Lithographic techniques are often employed in device microfabrication. See S. Wolf et al.,
Silicon Processing for the VLSI Era, Volume
1—
Process Technology,
(1986), pp. 407-413. Using microcircuitfabrication as an example, photoresist materials are applied to a substrate. Next, the resist layer is selectively exposed to a form of radiation. An exposure tool and mask are often used to effect the desired selective exposure. Patterns in the resist are formed when the substrate undergoes a subsequent “developing” step. The areas of resist remaining after development protect the substrate regions which they cover. Locations from which resist has been removed can be subjected to a variety of additive (e.g., lift-off) or substractive (e.g., etching) processes that transfer the pattern onto the substrate surface.
There is a current move toward developing photolithography techniques that may allow for forming microscale devices with smaller features. Whiteside et al.,
Angew. Chem. Int. Ed.,
1998, 37, pp. 550-575 propose various techniques. One proposed technique involves the self-assembly of monolayers. Self-assembled monolayers (SAMs) typically form spontaneously by chemisorption and self-organization of functionalized, long-chain organic molecules onto the surfaces of appropriate substrates. SAMs are usually prepared by immersing a substrate in a solution containing a ligand that is reactive toward the surface, or by exposing the substrate to a vapor of the reactive species. The self-assembly of monolayers is potentially advantageous in that ordered structures may form rapidly.

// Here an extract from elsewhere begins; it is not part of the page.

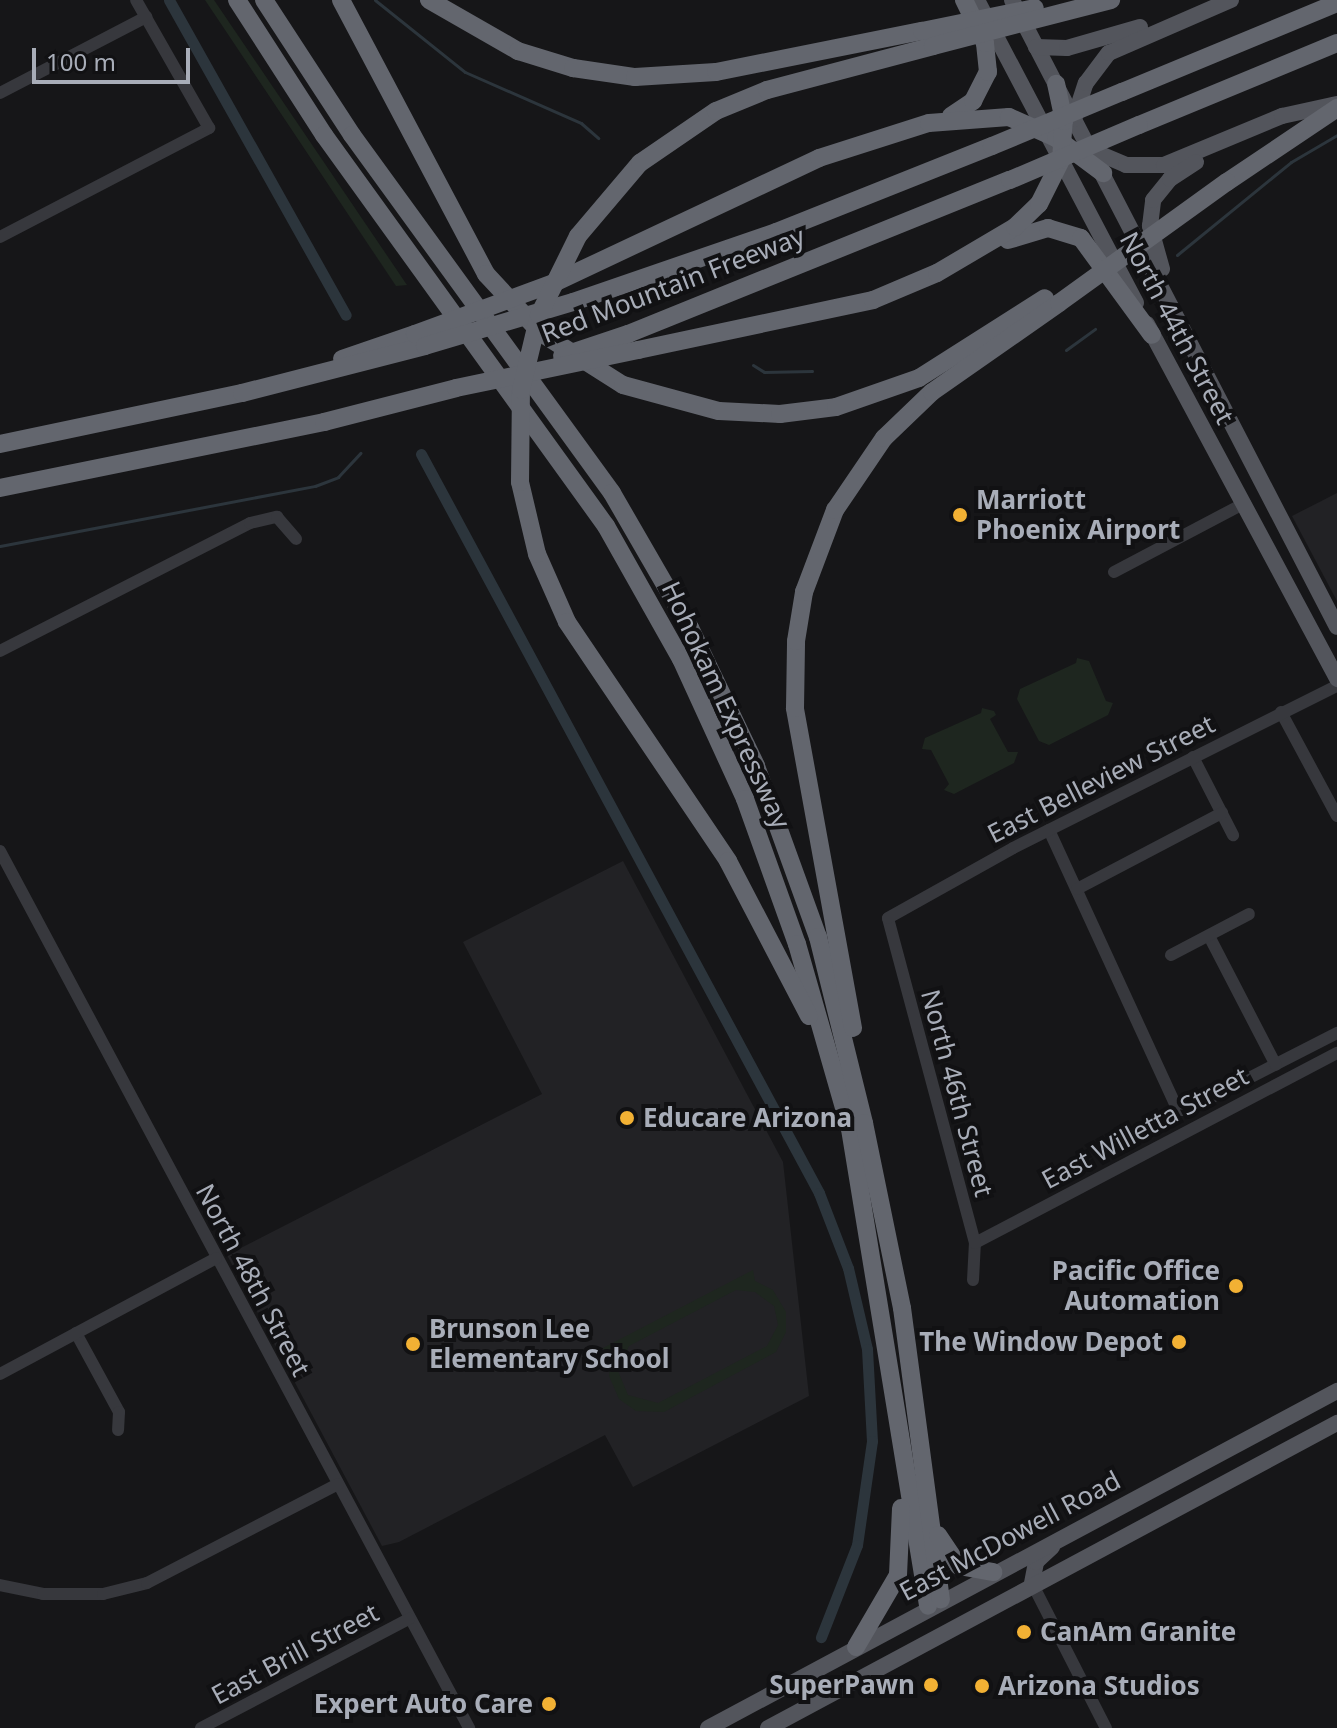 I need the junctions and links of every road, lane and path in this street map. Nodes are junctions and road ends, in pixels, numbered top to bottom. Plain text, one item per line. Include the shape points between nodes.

An imprint lithography process that teaches producing nanostructures with 10 nm feature sizes is proposed by Chou et al.,
Microelectronic Engineering,
35, (1997), pp. 237-240. In particular, Chou et al. teaches pressing a mold having nanostructures formed therein into a thin resist cast that is present on the surface of a substrate. The resist cast is designed to conform to the mold shape. The mold is then removed from the resist cast and the substrate having the resist cast present thereon is etched such that the mold pattern is transferred to the substrate.

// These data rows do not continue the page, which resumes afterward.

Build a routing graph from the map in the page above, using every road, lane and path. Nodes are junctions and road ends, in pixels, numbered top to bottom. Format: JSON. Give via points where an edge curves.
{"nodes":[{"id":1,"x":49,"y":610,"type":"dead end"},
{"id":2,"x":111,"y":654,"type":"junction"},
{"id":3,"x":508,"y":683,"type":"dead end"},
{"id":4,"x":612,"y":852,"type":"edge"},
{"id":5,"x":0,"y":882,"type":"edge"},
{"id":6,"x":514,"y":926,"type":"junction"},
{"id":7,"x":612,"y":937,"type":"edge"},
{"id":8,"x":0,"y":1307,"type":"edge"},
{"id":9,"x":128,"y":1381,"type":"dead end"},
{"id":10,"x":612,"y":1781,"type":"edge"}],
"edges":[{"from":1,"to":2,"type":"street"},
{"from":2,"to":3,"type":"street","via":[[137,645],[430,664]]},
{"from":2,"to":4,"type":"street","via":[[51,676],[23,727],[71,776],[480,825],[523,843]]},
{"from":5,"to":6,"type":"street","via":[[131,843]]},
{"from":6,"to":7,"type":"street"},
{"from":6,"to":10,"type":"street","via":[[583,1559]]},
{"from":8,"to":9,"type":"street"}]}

Chou teaches using (poly)methyl methacrylate for the resist cast. The use of this material, however, may be disadvantageous in that it is potentially difficult to form some structures in varying pattern densities. Moreover, it is perceived that the etch selectivity may be potentially undesirable for common microelectronic device processing.

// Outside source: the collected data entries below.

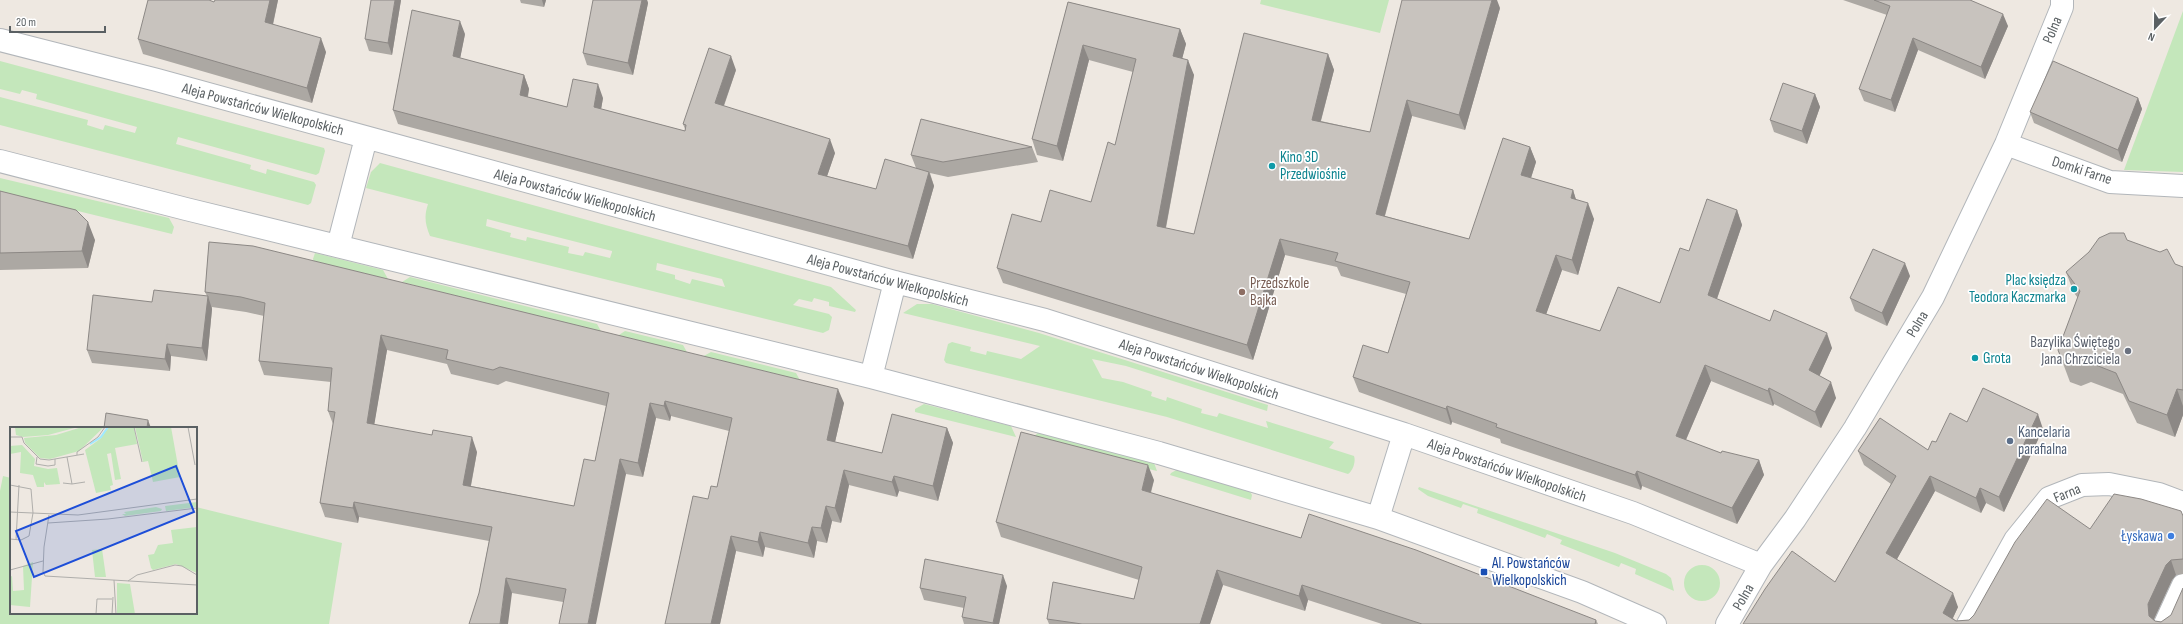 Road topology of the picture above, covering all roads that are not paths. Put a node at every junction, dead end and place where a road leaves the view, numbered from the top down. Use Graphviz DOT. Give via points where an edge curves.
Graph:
graph roads {
  1 [pos="2062,0"];
  2 [pos="0,40"];
  3 [pos="366,138"];
  4 [pos="2006,144"];
  5 [pos="0,161"];
  6 [pos="2183,186"];
  7 [pos="338,246"];
  8 [pos="895,282"];
  9 [pos="871,377"];
  10 [pos="1404,434"];
  11 [pos="2183,503"];
  12 [pos="1378,518"];
  13 [pos="1761,565"];
  14 [pos="2183,586"];
  15 [pos="1655,624"];
  16 [pos="1727,624"];
  17 [pos="1968,624"];
  18 [pos="2165,624"];
  1 -- 4 [label="street, Polna" via="2062,7"];
  2 -- 3 [label="street, Aleja Powstańców Wielkopolskich"];
  3 -- 7 [label="street"];
  3 -- 8 [label="street, Aleja Powstańców Wielkopolskich"];
  4 -- 6 [label="street, Domki Farne" via="2110,182"];
  4 -- 13 [label="street, Polna" via="1933,298 1855,428 1795,519"];
  5 -- 7 [label="street"];
  7 -- 9 [label="street"];
  8 -- 9 [label="street"];
  8 -- 10 [label="street, Aleja Powstańców Wielkopolskich" via="1045,320"];
  9 -- 12 [label="street" via="1159,453"];
  10 -- 12 [label="street"];
  10 -- 13 [label="street, Aleja Powstańców Wielkopolskich" via="1633,513"];
  11 -- 17 [label="street, Farna" via="2159,494 2110,484 2082,485 2049,498 2015,540"];
  12 -- 15 [label="street" via="1582,592"];
  13 -- 16 [label="street, Polna"];
  14 -- 18 [label="street"];
} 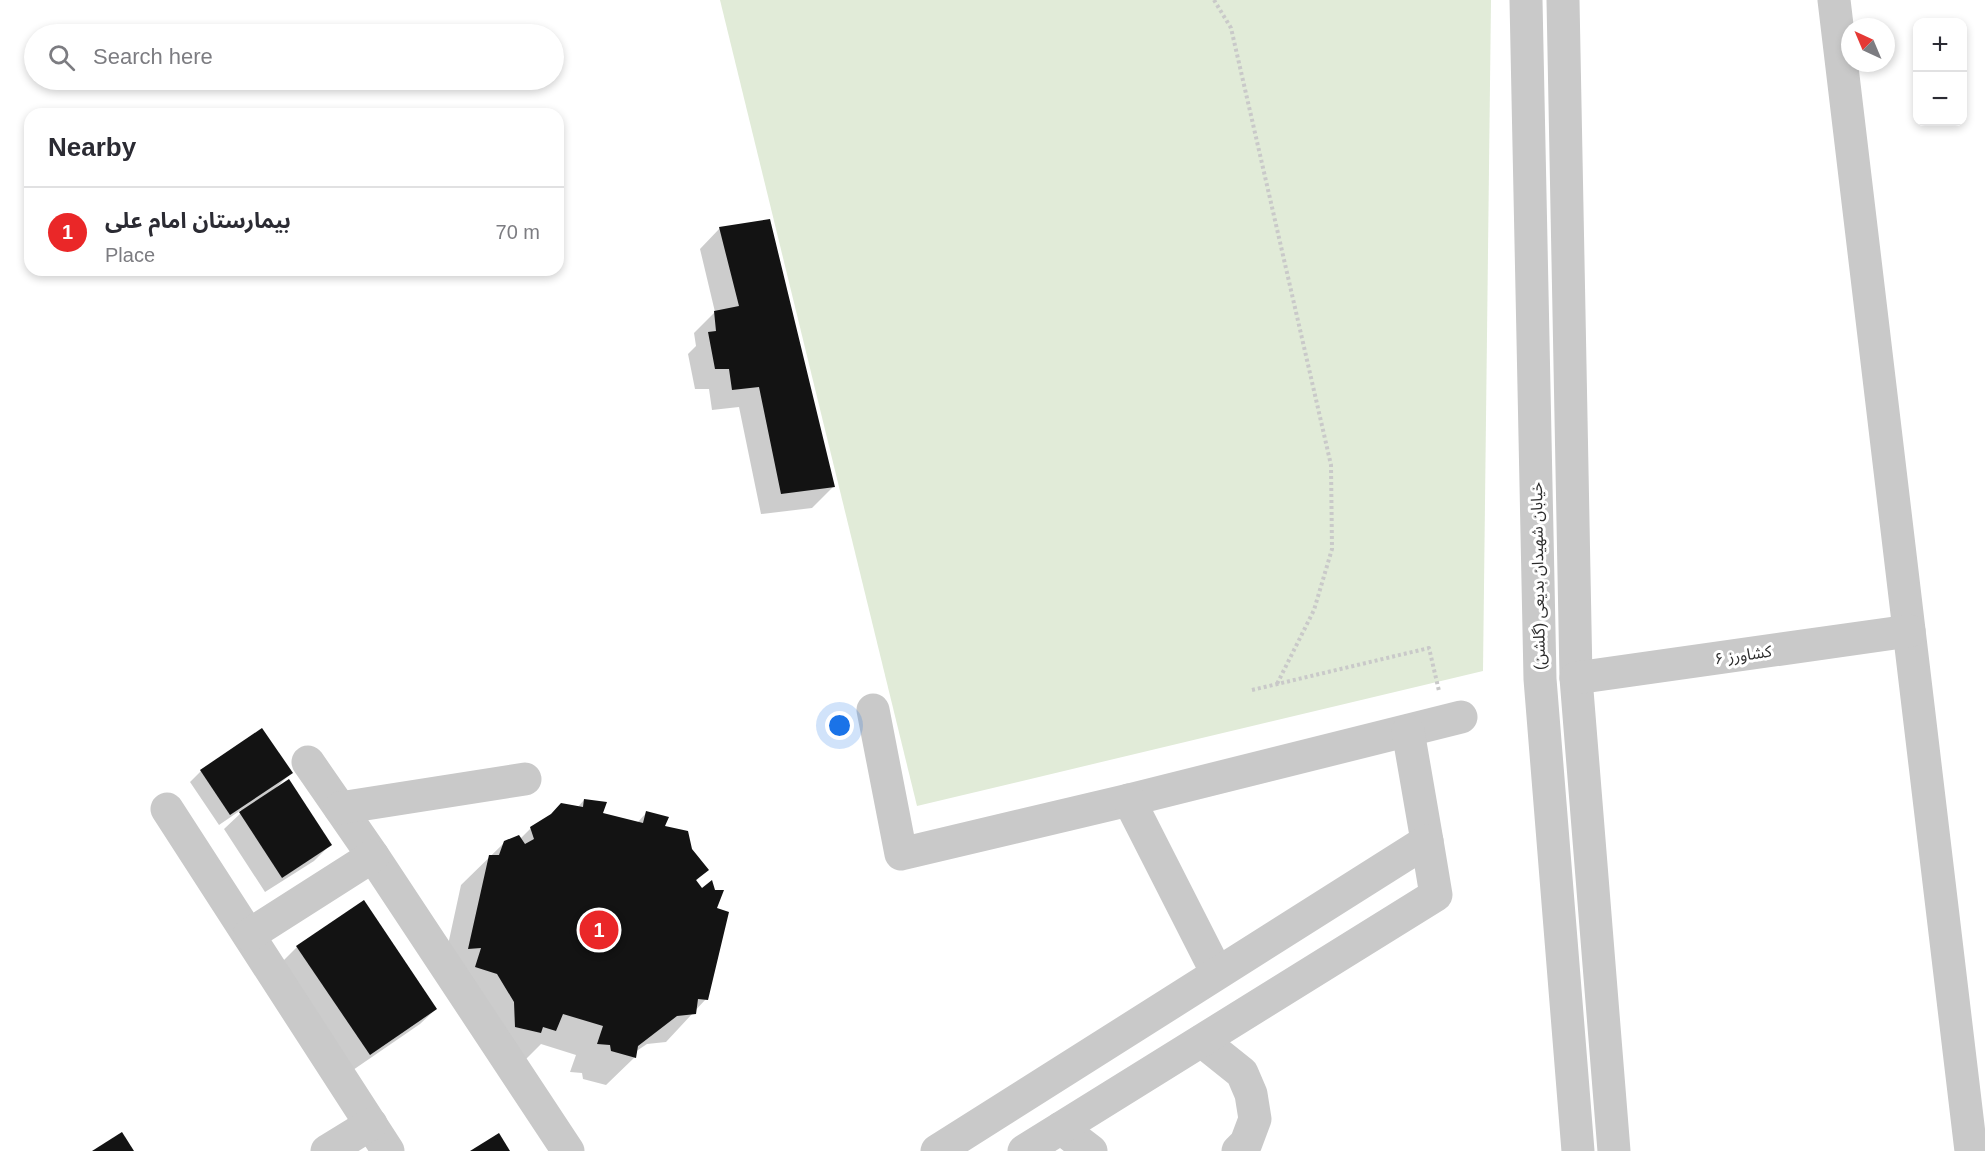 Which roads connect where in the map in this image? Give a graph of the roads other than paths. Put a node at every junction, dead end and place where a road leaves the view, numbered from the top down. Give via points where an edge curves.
1 (1526, 0) edge
2 (1563, 0) edge
3 (1834, 0) edge
4 (1909, 631) junction
5 (1576, 678) junction
6 (873, 710) dead end
7 (1453, 719) road end
8 (1408, 731) junction
9 (308, 762) dead end
10 (525, 779) dead end
11 (1129, 800) junction
12 (340, 808) junction
13 (167, 809) dead end
14 (1427, 841) junction
15 (373, 856) junction
16 (249, 936) junction
17 (1217, 973) junction
18 (1202, 1041) junction
19 (371, 1124) junction
20 (1061, 1128) junction
21 (327, 1151) edge
22 (388, 1151) edge
23 (568, 1151) edge
24 (938, 1151) edge
25 (1024, 1151) edge
26 (1091, 1151) edge
27 (1238, 1151) edge
28 (1578, 1151) edge
29 (1614, 1151) edge
30 (1971, 1151) edge

1 - 28 street, خیابان شهیدان بدیعی (گلشن) via 1540,679
2 - 5 street
3 - 4 street
4 - 5 street, کشاورز ۶
4 - 30 street
5 - 29 street
6 - 11 street via 901,854
7 - 8 street
8 - 11 street
8 - 14 street
9 - 12 street
10 - 12 street
11 - 17 street
12 - 15 street
13 - 16 street
14 - 17 street
14 - 18 street via 1436,895
15 - 16 street
15 - 23 street
16 - 19 street
17 - 24 street
18 - 20 street
18 - 27 street via 1242,1073 1251,1094 1256,1119 1246,1143
19 - 21 street
19 - 22 street
20 - 25 street
20 - 26 street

In view of the above, there is a need in the art for an imprint lithography process that allows for the formation of nanostructures having high resolution for a wide range of pattern densities. It would be particularly desirable if the nanostructures could be formed in a more efficient manner relative to prior art processes.
SUMMARY OF THE INVENTION
The present invention addresses the potential problems of the prior art, and in one aspect provides a method of forming a relief image in a structure that comprises a substrate and a transfer layer formed thereon. The method applies to forming structures with nanoscale patterns. The method comprises covering the transfer layer with a polymerizable fluid composition; contacting the polymerizable fluid composition with a mold having a relief structure formed therein such that the polymerizable fluid composition fills the relief structure in the mold; subjecting the polymerizable fluid composition to conditions to polymerize the polymerizable fluid composition and form a solidified polymeric material therefrom on the transfer layer; separating the mold from the solidified polymeric material such that a replica of the relief structure in the mold is formed in the solidified polymeric material; and finally subjecting the transfer layer and the solidified polymeric material to an environment that allows for the selectively etching of the transfer layer relative to the solidified polymeric material such that a relief image is formed in the transfer layer.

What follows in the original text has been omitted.